HK regulator bans former VP of HSBC for life
Hong Kong’s Securities and Futures Commission (SFC) has banned Mr Leung Siu Lun, a former vice president of the Hongkong and Shanghai Banking Corporation Limited (HSBC), from re-entering the industry for life following his convictions for bribery.
The West Kowloon Magistrates’ Court found that, between 2014 and 2016, Leung, who was responsible for handling commercial banking matters for HSBC’s corporate customers, had accepted a number of gifts and advantages from a business client.
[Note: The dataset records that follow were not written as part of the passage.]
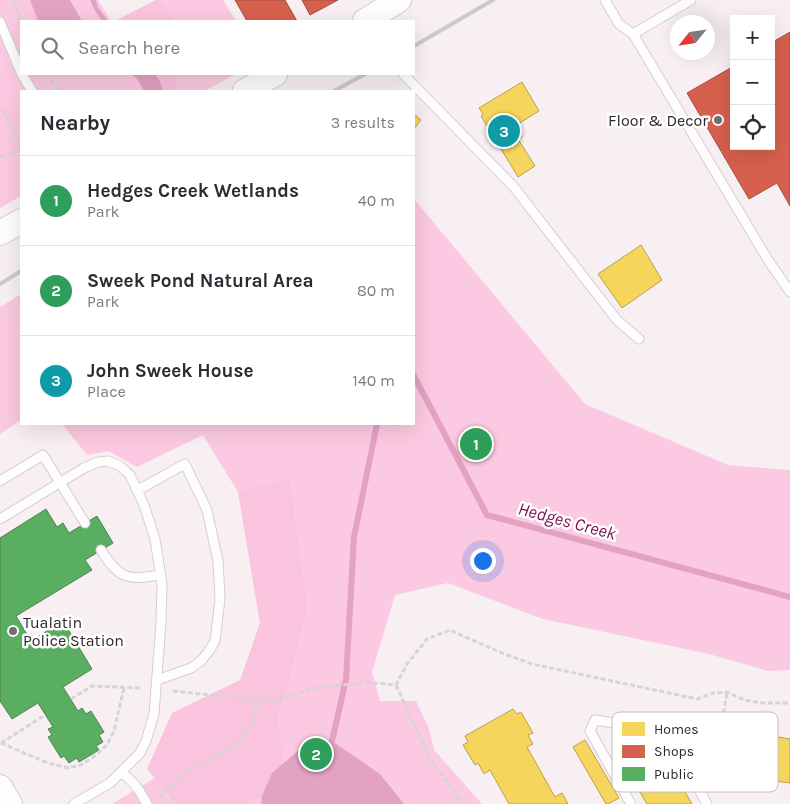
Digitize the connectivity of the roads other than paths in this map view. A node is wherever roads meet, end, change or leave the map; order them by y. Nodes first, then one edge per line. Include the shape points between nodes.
1 (399, 0) edge
2 (605, 0) edge
3 (691, 0) edge
4 (367, 20) edge
5 (0, 22) edge
6 (633, 34) junction
7 (20, 68) edge
8 (23, 75) edge
9 (273, 75) edge
10 (404, 75) edge
11 (31, 90) edge
12 (247, 90) edge
13 (20, 222) edge
14 (0, 233) edge
15 (790, 292) edge
16 (640, 339) dead end
17 (0, 481) edge
18 (60, 482) junction
19 (138, 490) junction
20 (0, 519) edge
21 (85, 523) dead end
22 (101, 550) dead end
23 (160, 575) junction
24 (156, 680) junction
25 (612, 723) edge
26 (612, 771) edge
27 (121, 772) junction
28 (0, 787) edge
29 (624, 792) edge
30 (700, 792) edge
31 (10, 804) edge
32 (74, 804) edge
33 (147, 804) edge
34 (631, 804) edge
35 (707, 804) edge

1 - 4 main road
2 - 6 lane via 619,24
3 - 6 lane
5 - 7 lane
6 - 15 lane
8 - 11 lane
9 - 12 main road
10 - 16 lane via 513,186 617,320
13 - 14 main road
17 - 18 lane via 43,455
18 - 19 lane via 91,465 108,461 130,475
18 - 20 lane
18 - 21 lane
19 - 23 lane via 154,539
19 - 24 lane via 185,464 206,510 218,561 220,599 215,641 201,661 191,668
22 - 23 lane via 107,560 128,577
23 - 24 lane
24 - 27 lane via 154,714 146,741 140,753
25 - 26 lane via 595,720 590,732
27 - 32 lane via 110,783
27 - 33 lane via 139,788
28 - 31 main road
29 - 34 lane
30 - 35 lane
They were inducements or rewards for Leung’s handling of the credit facilities applications and/or the maintenance of the credit facilities of the two companies controlled by the business client.
Since August 2013, the two companies had received credit facilities totalling around $48 million from HSBC.
The SFC considers that Leung is not a fit and proper person to be licensed or registered to carry on regulated activities as a result of his criminal convictions.
On 14 September 2018, Leung was convicted by the West Kowloon Magistrates’ Court of two counts of agent accepting an advantage contrary to sections 9(1)(a) and 12(1) of the Prevention of Bribery Ordinance (POBO), and two counts of conspiracy for an agent to accept an advantage contrary to section 9(1)(a) of the POBO and section 159A of the Crimes Ordinance. He was sentenced to nine months’ imprisonment on 5 October 2018.
Leung’s appeal against his convictions was dismissed by the Court of First Instance in July 2019, and his subsequent application for leave to appeal to the Court of Final Appeal was refused in October 2019.